Ultimately, the indicator acts as a momentum-driven leading signal for changes already taking place beneath the surface of the price action, giving traders a mechanical edge over traditional lagging averages.
Interpreting the MACD
The MACD histogram offers a visual representation of momentum by translating the distance between two moving averages into vertical bars.
The center line represents the zero mark, where the fast MACD line and the slower signal line cross and equal each other. As market momentum accelerates, the two moving averages pull farther apart; a state known as divergence. On the chart, this widening gap causes the vertical bars to grow taller, visually confirming that the underlying trend is gaining strength.
Conversely, when momentum slows, the moving averages begin contracting back toward one another. The histogram reflects this contraction as the vertical bars progressively shrink toward the zero line. This shrinking pattern provides an early warning that buying or selling pressure is waning, often foreshadowing an impending trend reversal or consolidation before a formal line crossover occurs.
The key advantage of the MACD histogram is readability, as it allows you to gauge changing market momentum at a glance rather than waiting for a delayed crossover signal. However, this flexibility removes mechanical certainty. Because there is no fixed trigger line for the histogram itself, interpreting bar height changes requires discretionary visual judgment.
The zero line is the point at which the two averages are equal.
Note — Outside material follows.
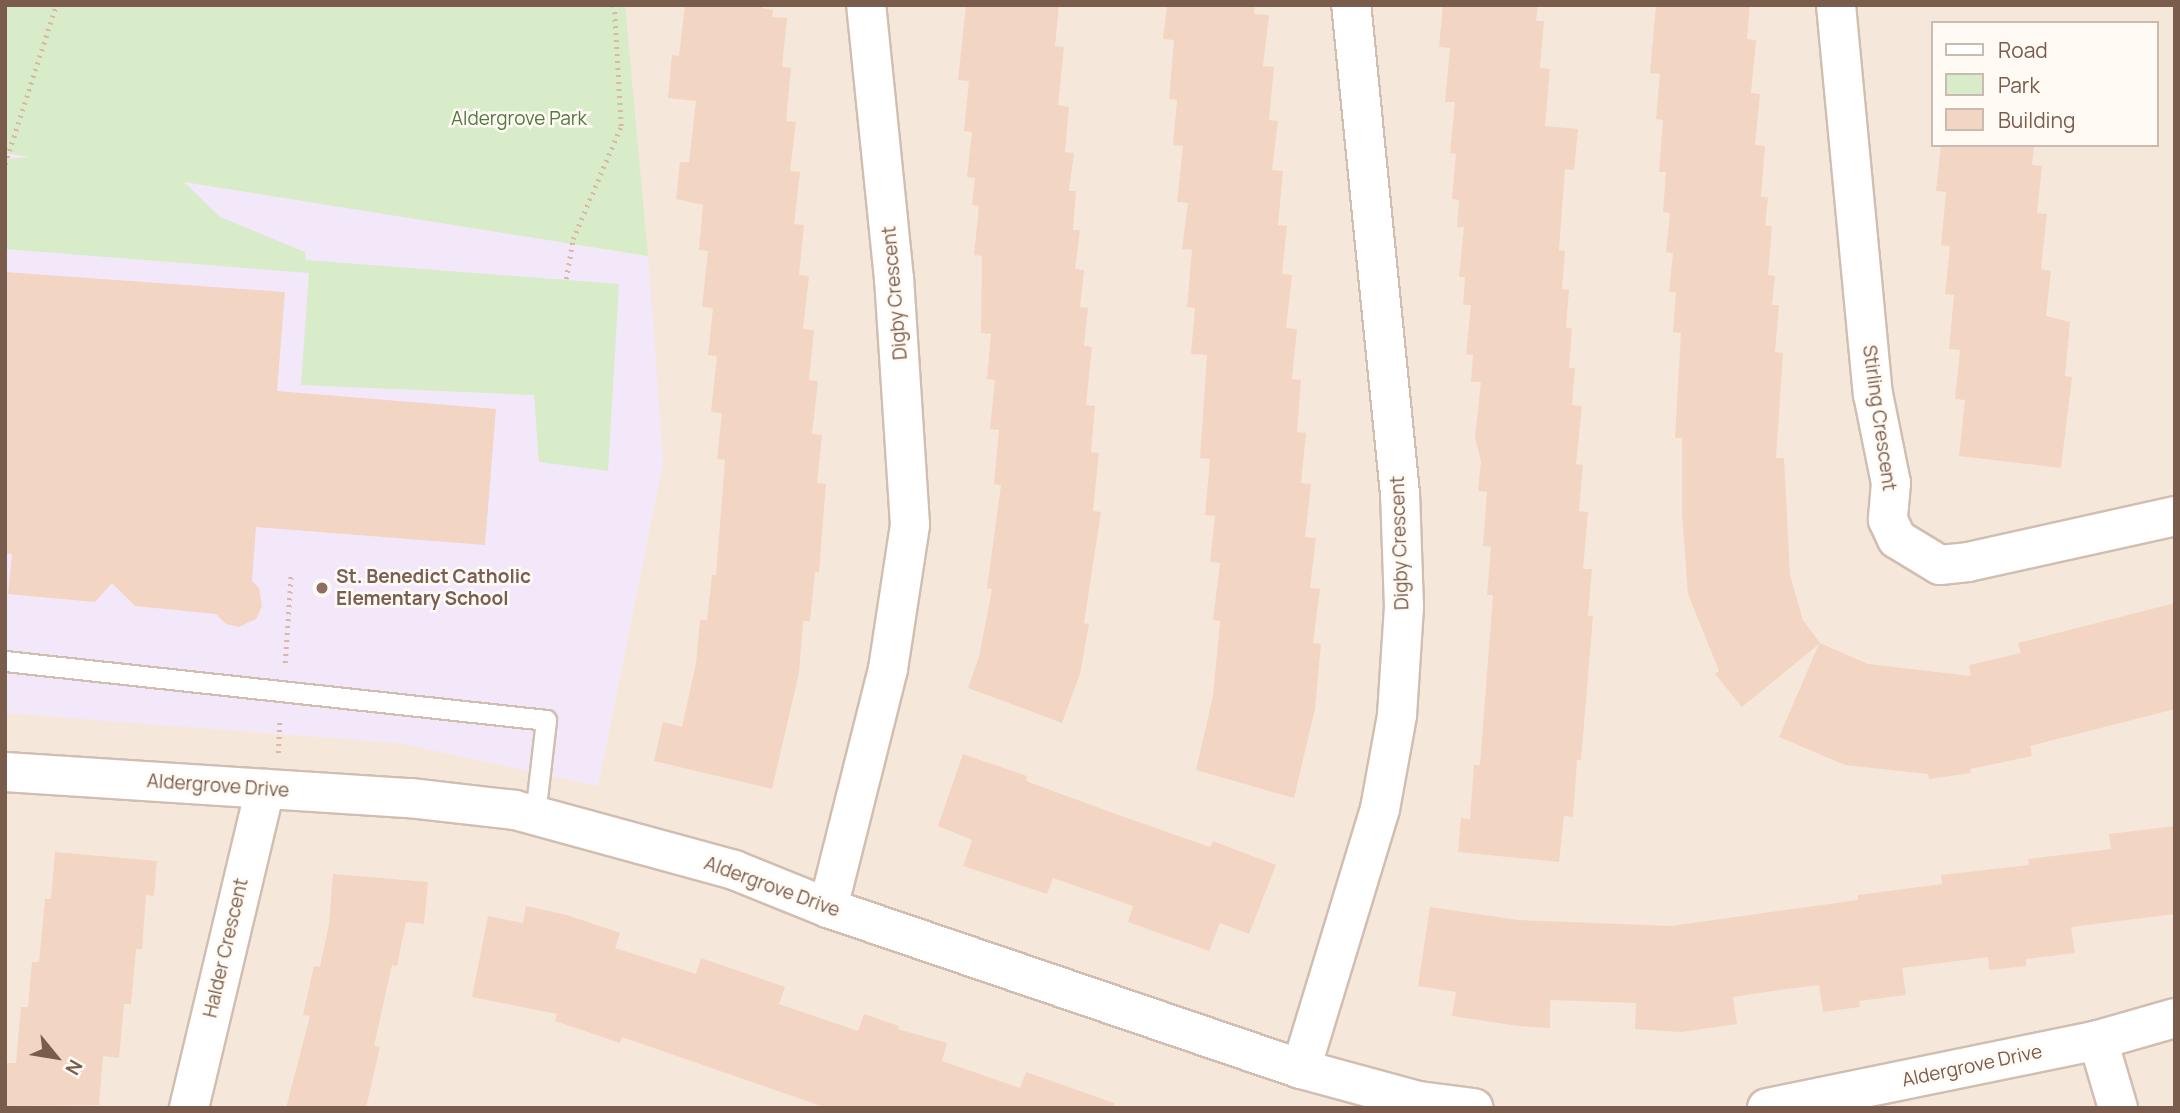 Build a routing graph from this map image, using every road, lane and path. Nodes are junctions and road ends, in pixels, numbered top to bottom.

As the histogram bars grow taller, the separation between the averages is increasing, which represents divergence and generally supports continuation of the existing trend. When those bars stop expanding and begin shrinking, the averages are moving toward one another. That contraction deserves attention because it may precede a change in the current signal.
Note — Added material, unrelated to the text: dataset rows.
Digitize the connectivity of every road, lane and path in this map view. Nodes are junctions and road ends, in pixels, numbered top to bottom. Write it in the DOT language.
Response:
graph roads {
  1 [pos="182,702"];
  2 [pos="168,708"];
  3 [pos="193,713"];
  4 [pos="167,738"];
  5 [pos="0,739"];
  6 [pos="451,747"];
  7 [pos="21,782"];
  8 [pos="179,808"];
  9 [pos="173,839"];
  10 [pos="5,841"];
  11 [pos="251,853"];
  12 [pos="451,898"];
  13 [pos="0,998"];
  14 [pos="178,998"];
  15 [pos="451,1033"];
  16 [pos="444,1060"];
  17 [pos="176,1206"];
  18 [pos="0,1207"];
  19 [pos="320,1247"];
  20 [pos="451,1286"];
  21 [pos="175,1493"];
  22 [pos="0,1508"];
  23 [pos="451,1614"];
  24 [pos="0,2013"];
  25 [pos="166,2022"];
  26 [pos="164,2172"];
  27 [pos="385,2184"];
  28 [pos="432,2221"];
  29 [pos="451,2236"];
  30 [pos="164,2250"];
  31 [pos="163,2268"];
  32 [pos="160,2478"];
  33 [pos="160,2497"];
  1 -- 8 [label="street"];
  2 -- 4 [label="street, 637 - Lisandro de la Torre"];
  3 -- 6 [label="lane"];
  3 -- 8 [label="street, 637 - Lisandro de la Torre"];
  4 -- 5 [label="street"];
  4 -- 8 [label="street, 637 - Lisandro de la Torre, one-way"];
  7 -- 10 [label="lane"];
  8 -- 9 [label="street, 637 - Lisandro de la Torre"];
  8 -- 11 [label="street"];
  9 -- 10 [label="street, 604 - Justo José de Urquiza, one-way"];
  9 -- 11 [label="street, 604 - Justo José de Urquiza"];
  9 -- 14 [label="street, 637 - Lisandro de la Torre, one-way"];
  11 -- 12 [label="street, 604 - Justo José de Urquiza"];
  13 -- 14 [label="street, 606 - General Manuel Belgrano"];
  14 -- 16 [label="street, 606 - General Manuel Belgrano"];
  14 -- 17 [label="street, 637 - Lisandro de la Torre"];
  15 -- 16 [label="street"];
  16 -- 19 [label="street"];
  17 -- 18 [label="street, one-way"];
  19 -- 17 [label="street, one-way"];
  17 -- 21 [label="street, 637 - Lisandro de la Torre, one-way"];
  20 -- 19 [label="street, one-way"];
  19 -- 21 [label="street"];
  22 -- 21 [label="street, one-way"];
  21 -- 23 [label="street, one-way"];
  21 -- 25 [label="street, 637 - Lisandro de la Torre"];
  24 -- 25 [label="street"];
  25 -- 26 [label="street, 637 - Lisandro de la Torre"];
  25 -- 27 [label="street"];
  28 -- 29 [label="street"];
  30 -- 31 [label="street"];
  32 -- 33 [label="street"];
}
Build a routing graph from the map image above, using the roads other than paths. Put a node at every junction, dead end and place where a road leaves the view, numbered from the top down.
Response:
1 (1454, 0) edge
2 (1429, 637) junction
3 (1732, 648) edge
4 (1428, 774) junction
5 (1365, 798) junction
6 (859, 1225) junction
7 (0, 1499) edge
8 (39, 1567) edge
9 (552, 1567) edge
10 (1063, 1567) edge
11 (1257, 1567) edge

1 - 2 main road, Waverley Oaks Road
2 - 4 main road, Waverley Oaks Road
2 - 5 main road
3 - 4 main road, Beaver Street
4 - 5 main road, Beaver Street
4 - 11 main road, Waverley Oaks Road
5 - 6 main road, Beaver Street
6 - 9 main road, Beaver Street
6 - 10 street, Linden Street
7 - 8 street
The histogram gives you more freedom, but that freedom comes at a cost. There is no trigger line telling you exactly where to act. You are judging the changing height of the bars with your eye rather than waiting for a specific numerical crossover. This can make the indicator more intuitive, but it also makes the interpretation less mechanical.
The MACD can look almost prophetic when it warns you out of a position well before a major decline, but do not confuse early warning with prediction. The MACD is still constructed from moving averages. It still lags price. A sudden, violent move can outrun it just as it can outrun any other indicator based on historical prices. Nevertheless, the MACD has earned its reputation as one of the more durable and widely used tools in technical analysis.
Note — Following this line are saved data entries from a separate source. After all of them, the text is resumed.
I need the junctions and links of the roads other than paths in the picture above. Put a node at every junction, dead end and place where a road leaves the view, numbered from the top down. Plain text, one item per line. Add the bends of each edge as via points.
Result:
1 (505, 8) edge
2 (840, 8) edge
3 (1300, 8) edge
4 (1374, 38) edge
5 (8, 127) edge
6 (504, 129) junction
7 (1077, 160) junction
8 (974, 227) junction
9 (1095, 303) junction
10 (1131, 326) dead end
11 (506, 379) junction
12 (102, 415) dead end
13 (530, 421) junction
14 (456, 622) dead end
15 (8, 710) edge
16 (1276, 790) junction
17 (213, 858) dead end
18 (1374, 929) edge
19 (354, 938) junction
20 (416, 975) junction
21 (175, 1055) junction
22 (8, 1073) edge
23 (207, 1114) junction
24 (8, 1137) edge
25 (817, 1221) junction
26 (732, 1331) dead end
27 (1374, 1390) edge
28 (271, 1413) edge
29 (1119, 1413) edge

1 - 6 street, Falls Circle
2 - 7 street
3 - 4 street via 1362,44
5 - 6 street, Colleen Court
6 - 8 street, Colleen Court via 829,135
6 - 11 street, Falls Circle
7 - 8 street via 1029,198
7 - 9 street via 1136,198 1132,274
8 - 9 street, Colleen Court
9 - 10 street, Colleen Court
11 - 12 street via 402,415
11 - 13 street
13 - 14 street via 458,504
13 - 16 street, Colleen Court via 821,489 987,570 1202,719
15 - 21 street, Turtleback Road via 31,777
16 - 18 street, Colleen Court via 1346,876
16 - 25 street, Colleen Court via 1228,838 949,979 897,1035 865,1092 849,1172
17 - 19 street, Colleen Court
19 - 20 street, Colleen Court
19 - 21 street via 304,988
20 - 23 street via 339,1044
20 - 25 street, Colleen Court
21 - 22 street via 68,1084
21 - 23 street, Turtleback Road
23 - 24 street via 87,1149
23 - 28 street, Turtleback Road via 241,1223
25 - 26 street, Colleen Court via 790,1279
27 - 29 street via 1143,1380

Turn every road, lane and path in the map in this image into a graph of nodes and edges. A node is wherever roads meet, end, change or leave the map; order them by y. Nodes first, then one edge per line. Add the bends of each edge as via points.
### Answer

Gerald Appel's work also illustrates how much staying power a useful indicator can have. Of the numerous books he authored, Understanding MACD, a pamphlet originally published in the 1990s and later reissued with Edward Dobson, became sufficiently difficult to obtain that used copies commanded surprisingly high prices. His broader work, Technical Analysis: Power Tools For The Active Investor, remains another reference for the method.
Modern charting software gives you plenty of ways to modify MACD. You can alter the moving-average calculations themselves, replacing the standard exponential averages with other forms. One variation, DEMACD, substitutes double exponential moving averages in an effort to make the indicator respond more quickly to fresh prices. Another, MACD-V, introduces a volatility adjustment through normalization, with the objective of reducing choppiness and whipsaw losses. The latter received the CMT Association's Charles H. Dow Award in 2022.
You are welcome to experiment with these variations, and your software makes experimentation easy. But remember what you are experimenting with. You are modifying a moving-average-based indicator; you are not transforming it into an oracle. Testing cited in the source material found the basic MACD preferable to DEMACD, but the practical lesson is broader than that particular comparison. A modification should earn its place on your chart through evidence, not because the name sounds more sophisticated or the formula looks more complicated.